本研究中的B 组采用了可吸收带线锚固钉进行锚固术, 手术步骤及原理同A 组,B 组术中省去了挂线于锚固钉之上的步骤, 简化了部分手术步骤,缩短了手术时间,同时锚固钉自带锚固线也避免了锚固线从锚固钉上脱落导致关节盘复位失败的风险, 术后1 周及3 个月MRI 评价有效率均为92.00%, 且所有患者均无外耳道不适的症状,B 组术后3 个月MIO 及VAS 值的改善程度也与A 组接近。

采用可吸收锚固钉对于术中操作的要求较高,A 组术中采用的是金属锚固钉螺纹自攻的方式将锚固钉置入骨内,相对植入速度较慢,植入的角度及方向也易于观察和控制,且对于置入深度也可进行调整,取出也相对容易。 可吸收锚固钉采用对应钻头电钻打孔,对于术者角度方向的控制能力要求高, 孔道需略长于锚固钉的长度并需冲洗干净,不能残留骨屑,否则将影响锚固钉的完全就位,可吸收锚固钉完全就位后一般难以取出,髁突颈部区域窄小,难以容纳锚固钉的二次钻孔及置入,所以术中置入锚固钉的操作需要极为谨慎和细致。

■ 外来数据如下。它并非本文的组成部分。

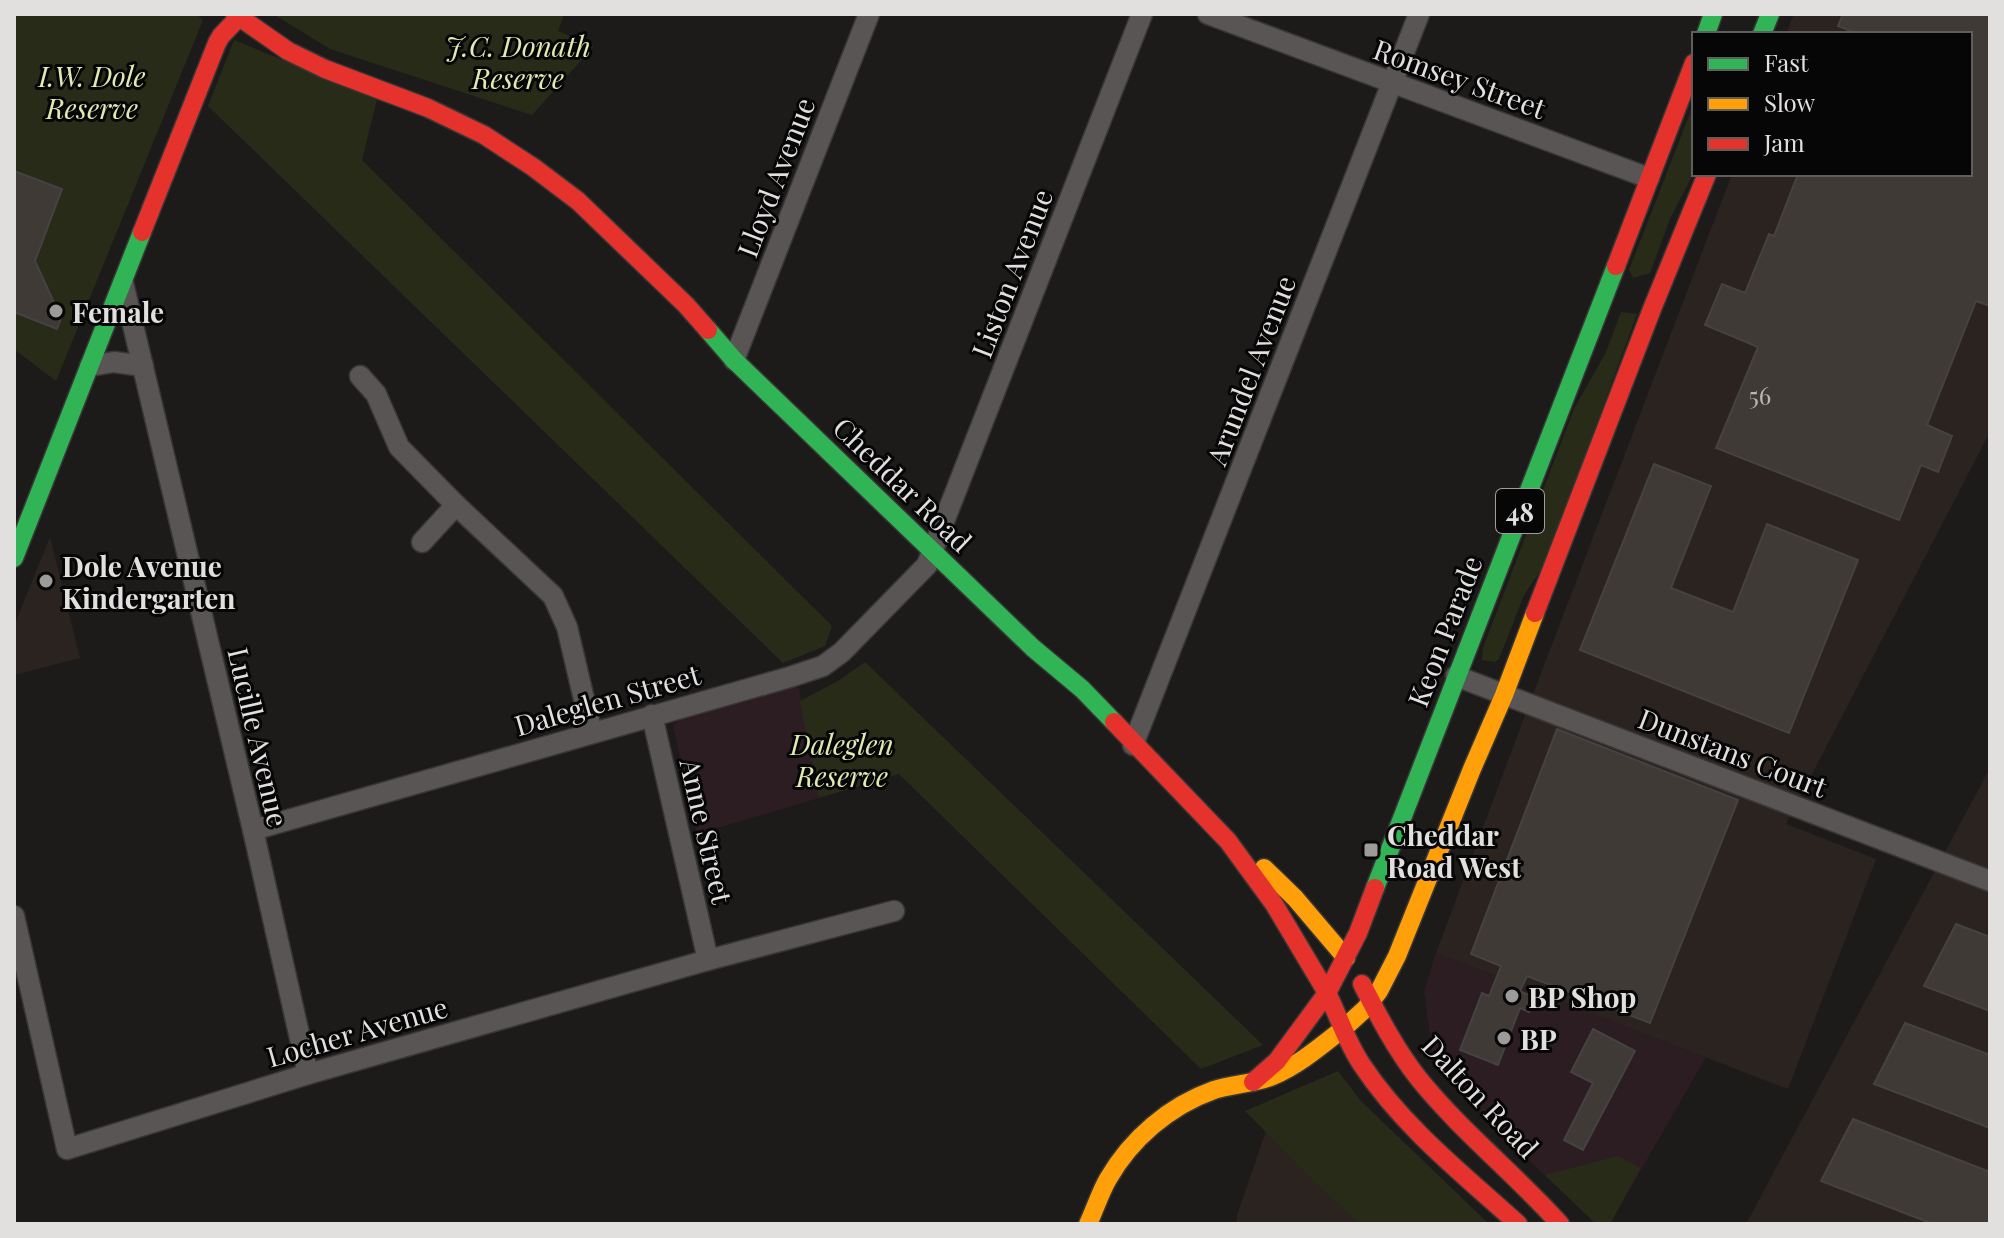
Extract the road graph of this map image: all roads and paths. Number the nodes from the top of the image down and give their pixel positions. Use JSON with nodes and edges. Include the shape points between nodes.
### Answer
{"nodes":[{"id":1,"x":868,"y":14,"type":"edge"},
{"id":2,"x":1142,"y":14,"type":"edge"},
{"id":3,"x":1208,"y":14,"type":"edge"},
{"id":4,"x":1419,"y":14,"type":"edge"},
{"id":5,"x":237,"y":16,"type":"edge"},
{"id":6,"x":1692,"y":68,"type":"edge"},
{"id":7,"x":1392,"y":83,"type":"junction"},
{"id":8,"x":1706,"y":176,"type":"edge"},
{"id":9,"x":1649,"y":178,"type":"junction"},
{"id":10,"x":123,"y":283,"type":"junction"},
{"id":11,"x":734,"y":360,"type":"junction"},
{"id":12,"x":90,"y":366,"type":"junction"},
{"id":13,"x":143,"y":366,"type":"junction"},
{"id":14,"x":360,"y":376,"type":"dead end"},
{"id":15,"x":456,"y":505,"type":"junction"},
{"id":16,"x":422,"y":542,"type":"dead end"},
{"id":17,"x":932,"y":552,"type":"junction"},
{"id":18,"x":14,"y":558,"type":"edge"},
{"id":19,"x":1456,"y":676,"type":"junction"},
{"id":20,"x":1504,"y":695,"type":"junction"},
{"id":21,"x":652,"y":715,"type":"junction"},
{"id":22,"x":592,"y":733,"type":"junction"},
{"id":23,"x":1133,"y":745,"type":"junction"},
{"id":24,"x":253,"y":830,"type":"junction"},
{"id":25,"x":1228,"y":841,"type":"junction"},
{"id":26,"x":1990,"y":881,"type":"edge"},
{"id":27,"x":894,"y":911,"type":"dead end"},
{"id":28,"x":14,"y":916,"type":"edge"},
{"id":29,"x":1346,"y":958,"type":"junction"},
{"id":30,"x":708,"y":960,"type":"junction"},
{"id":31,"x":1327,"y":993,"type":"junction"},
{"id":32,"x":1371,"y":1002,"type":"junction"},
{"id":33,"x":1344,"y":1028,"type":"junction"},
{"id":34,"x":308,"y":1074,"type":"junction"},
{"id":35,"x":1253,"y":1082,"type":"junction"},
{"id":36,"x":1088,"y":1224,"type":"edge"},
{"id":37,"x":1518,"y":1224,"type":"edge"},
{"id":38,"x":1560,"y":1224,"type":"edge"}],
"edges":[{"from":1,"to":11,"type":"street","name":"Lloyd Avenue"},
{"from":2,"to":17,"type":"street","name":"Liston Avenue"},
{"from":3,"to":7,"type":"street","name":"Romsey Street"},
{"from":4,"to":7,"type":"street","name":"Arundel Avenue"},
{"from":5,"to":10,"type":"main road","via":[[217,43]]},
{"from":5,"to":11,"type":"main road","name":"Cheddar Road","via":[[288,51],[428,108],[533,167],[590,212]]},
{"from":6,"to":9,"type":"main road","name":"Keon Parade","number":"48"},
{"from":7,"to":9,"type":"street","name":"Romsey Street"},
{"from":7,"to":23,"type":"street","name":"Arundel Avenue"},
{"from":8,"to":20,"type":"main road","number":"48","via":[[1646,307]]},
{"from":9,"to":19,"type":"main road","name":"Keon Parade","number":"48","via":[[1611,294]]},
{"from":10,"to":12,"type":"main road"},
{"from":10,"to":13,"type":"street","name":"Lucille Avenue"},
{"from":11,"to":17,"type":"main road","name":"Cheddar Road"},
{"from":12,"to":13,"type":"street"},
{"from":12,"to":18,"type":"main road"},
{"from":13,"to":24,"type":"street","name":"Lucille Avenue"},
{"from":14,"to":15,"type":"street","via":[[376,394],[399,447]]},
{"from":15,"to":16,"type":"street"},
{"from":15,"to":22,"type":"street","via":[[553,596],[567,627]]},
{"from":17,"to":21,"type":"street","name":"Daleglen Street","via":[[927,565],[823,666]]},
{"from":17,"to":23,"type":"main road","name":"Cheddar Road","via":[[1033,648],[1072,699]]},
{"from":19,"to":20,"type":"street","name":"Dunstans Court"},
{"from":19,"to":29,"type":"main road","name":"Keon Parade","number":"48"},
{"from":20,"to":26,"type":"street","name":"Dunstans Court"},
{"from":20,"to":32,"type":"main road","number":"48","via":[[1393,965]]},
{"from":21,"to":22,"type":"street","name":"Daleglen Street"},
{"from":21,"to":30,"type":"street","name":"Anne Street"},
{"from":22,"to":24,"type":"street","name":"Daleglen Street"},
{"from":23,"to":25,"type":"main road","name":"Cheddar Road"},
{"from":24,"to":34,"type":"street","name":"Lucille Avenue"},
{"from":25,"to":29,"type":"main road","name":"Cheddar Road","via":[[1295,898]]},
{"from":25,"to":31,"type":"main road","name":"Cheddar Road","via":[[1274,904]]},
{"from":27,"to":30,"type":"street","name":"Locher Avenue"},
{"from":28,"to":34,"type":"street","name":"Locher Avenue","via":[[67,1149]]},
{"from":29,"to":31,"type":"main road","name":"Keon Parade","number":"48"},
{"from":29,"to":32,"type":"main road","name":"Dalton Road"},
{"from":30,"to":34,"type":"street","name":"Locher Avenue"},
{"from":31,"to":33,"type":"main road"},
{"from":31,"to":35,"type":"main road","name":"Keon Parade","via":[[1277,1061]]},
{"from":32,"to":33,"type":"main road"},
{"from":32,"to":38,"type":"main road","name":"Dalton Road","via":[[1417,1077]]},
{"from":33,"to":35,"type":"main road","via":[[1285,1069]]},
{"from":33,"to":37,"type":"main road","via":[[1385,1095]]},
{"from":35,"to":36,"type":"main road","via":[[1190,1100],[1153,1124],[1115,1167]]}]}
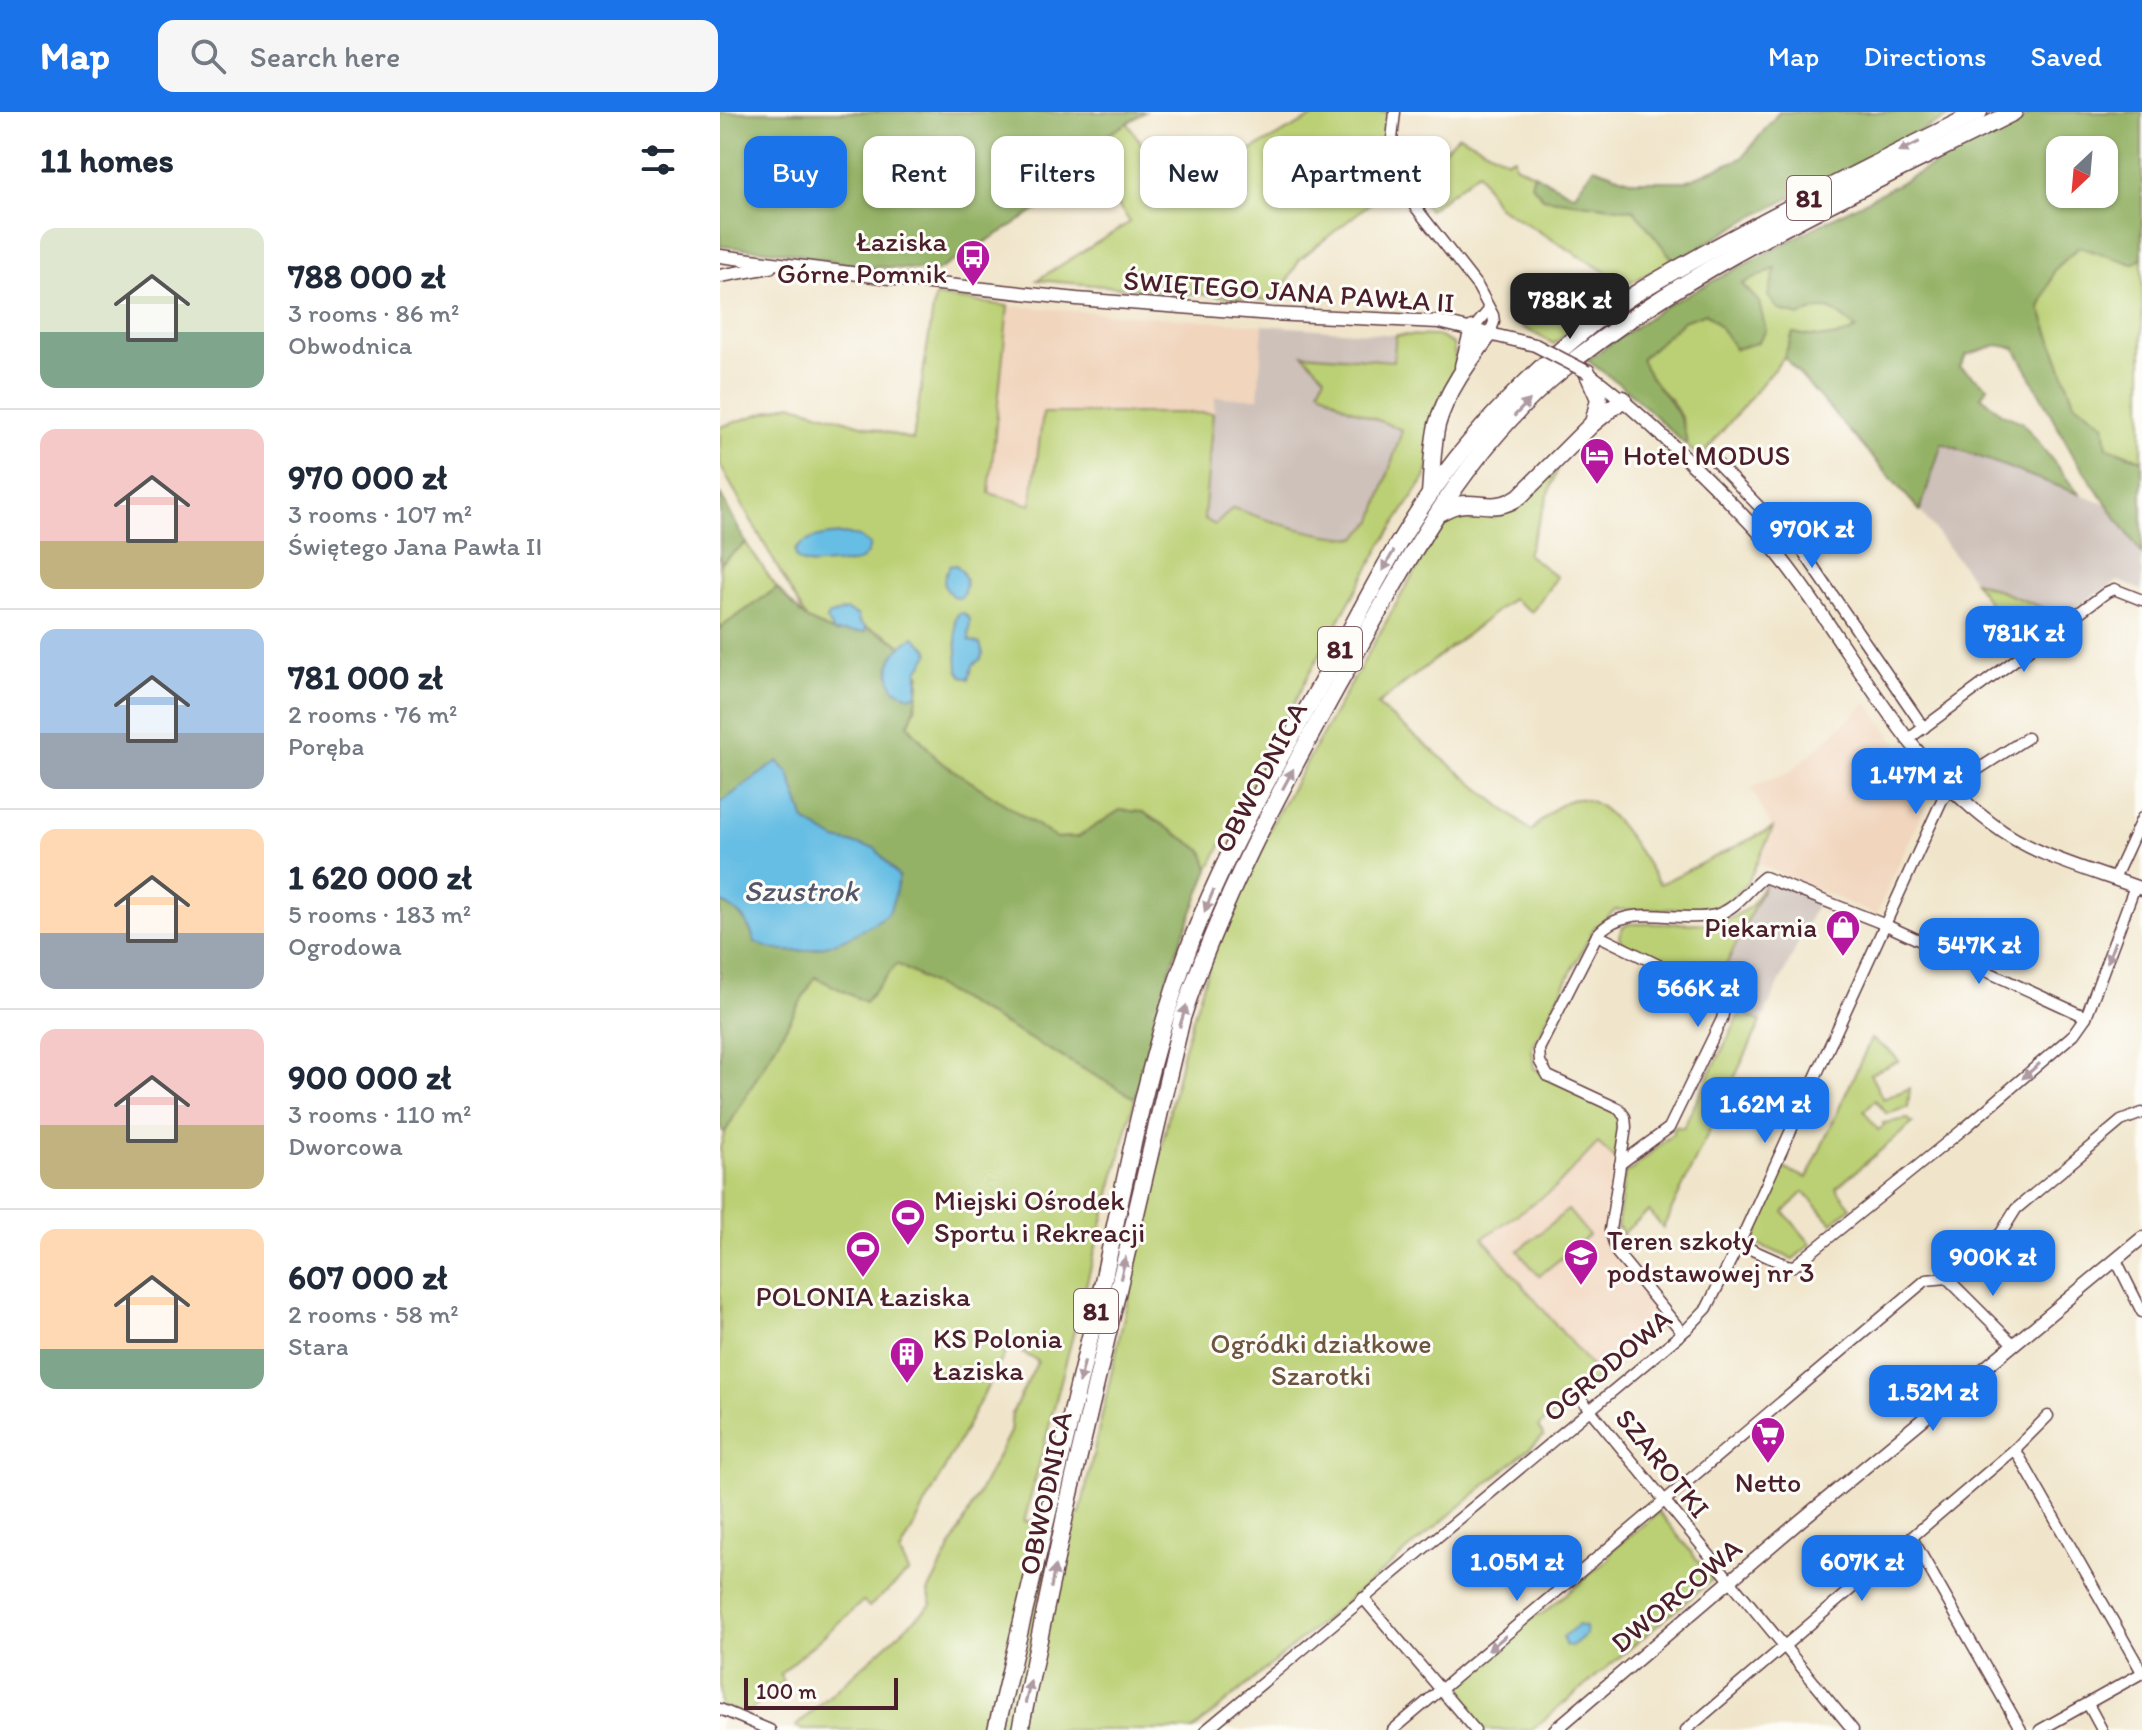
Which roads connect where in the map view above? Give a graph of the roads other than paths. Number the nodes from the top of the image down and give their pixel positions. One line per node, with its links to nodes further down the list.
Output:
1 (1395, 112): 7 (street)
2 (1979, 112): 15 (main road, OBWODNICA / 81, one-way to 15)
3 (2014, 112): 17 (main road, OBWODNICA / 81, one-way to 3)
4 (720, 256): 5 (street)
5 (781, 265): 6 (street); 8 (street, ŚWIĘTEGO JANA PAWŁA II)
6 (720, 276)
7 (1489, 310): 8 (street); 9 (street)
8 (1473, 329): 9 (street, ŚWIĘTEGO JANA PAWŁA II); 11 (main road)
9 (1490, 333): 10 (street, ŚWIĘTEGO JANA PAWŁA II, bridge); 11 (main road)
10 (1587, 372): 12 (street, ŚWIĘTEGO JANA PAWŁA II); 13 (main road)
11 (1460, 378): 14 (main road)
12 (1623, 399): 13 (main road); 24 (street, ŚWIĘTEGO JANA PAWŁA II)
13 (1592, 424): 19 (main road)
14 (1437, 426): 15 (main road); 18 (main road)
15 (1471, 440): 18 (main road, OBWODNICA / 81)
16 (1711, 457): 22 (street)
17 (1471, 466): 19 (main road); 20 (main road, OBWODNICA / 81)
18 (1430, 495): 55 (main road, OBWODNICA / 81, one-way to 55)
19 (1479, 504): 20 (main road)
20 (1436, 515): 56 (main road, OBWODNICA / 81, one-way to 20)
21 (2142, 600): 22 (street)
22 (1924, 728): 24 (street)
23 (2027, 738): 25 (street)
24 (1907, 740): 25 (street, ŚWIĘTEGO JANA PAWŁA II)
25 (1949, 790): 27 (street, ŚWIĘTEGO JANA PAWŁA II); 29 (street, OGRODOWA)
26 (2142, 818): 27 (street)
27 (2114, 879): 28 (street, ŚWIĘTEGO JANA PAWŁA II)
28 (2138, 887): 31 (street, one-way to 31)
29 (1886, 925): 30 (street); 31 (street); 35 (street, OGRODOWA)
30 (1597, 935): 33 (street); 33 (street)
31 (2086, 1017): 35 (street, one-way to 35)
32 (2142, 1113): 37 (street)
33 (1620, 1164): 39 (street)
34 (2142, 1238): 36 (street, DWORCOWA)
35 (1739, 1244): 39 (street, OGRODOWA)
36 (2116, 1260): 38 (street); 40 (street, DWORCOWA)
37 (1947, 1278): 40 (street); 45 (street)
38 (2142, 1312)
39 (1682, 1332): 42 (street, OGRODOWA)
40 (2013, 1344): 47 (street, DWORCOWA)
41 (1577, 1394): 42 (street, SZAROTKI)
42 (1589, 1410): 45 (street, SZAROTKI); 48 (street, OGRODOWA)
43 (2048, 1416): 44 (street)
44 (2015, 1449): 46 (street); 50 (street)
45 (1664, 1502): 47 (street, SZAROTKI); 51 (street, one-way to 51)
46 (1912, 1538): 49 (street); 63 (street)
47 (1731, 1582): 49 (street, SZAROTKI); 60 (street, DWORCOWA)
48 (1363, 1598): 51 (street); 57 (street, OGRODOWA)
49 (1784, 1646): 61 (street); 62 (street, SZAROTKI)
50 (2142, 1672): 52 (street)
51 (1440, 1691): 58 (street); 59 (street)
52 (2088, 1704): 64 (street); 65 (street)
53 (720, 1709): 54 (street)
54 (770, 1730)
55 (996, 1730)
56 (1020, 1730)
57 (1206, 1730)
58 (1393, 1730)
59 (1475, 1730)
60 (1555, 1730)
61 (1686, 1730)
62 (1853, 1730)
63 (2021, 1730)
64 (2040, 1730)
65 (2102, 1730)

综上所述,本研究将可吸收带线锚固钉应用于颞下颌关节盘锚固术治疗颞下颌关节盘ADDWoR,取得了良好的效果,术后1 周及3 个月MRI 评价有效率达92.00%,MIO 及VAS 值也有明显变化,与使用金属锚固钉组相比,疗效并无明显差异,证实了可吸收锚固钉应用于颞下颌关节盘锚固术是可靠、有效的,且植入的锚固钉具有可吸收性,对影像学检查干扰较小,但限于术后随访时间仍有限,其远期效果还有待于进一步研究。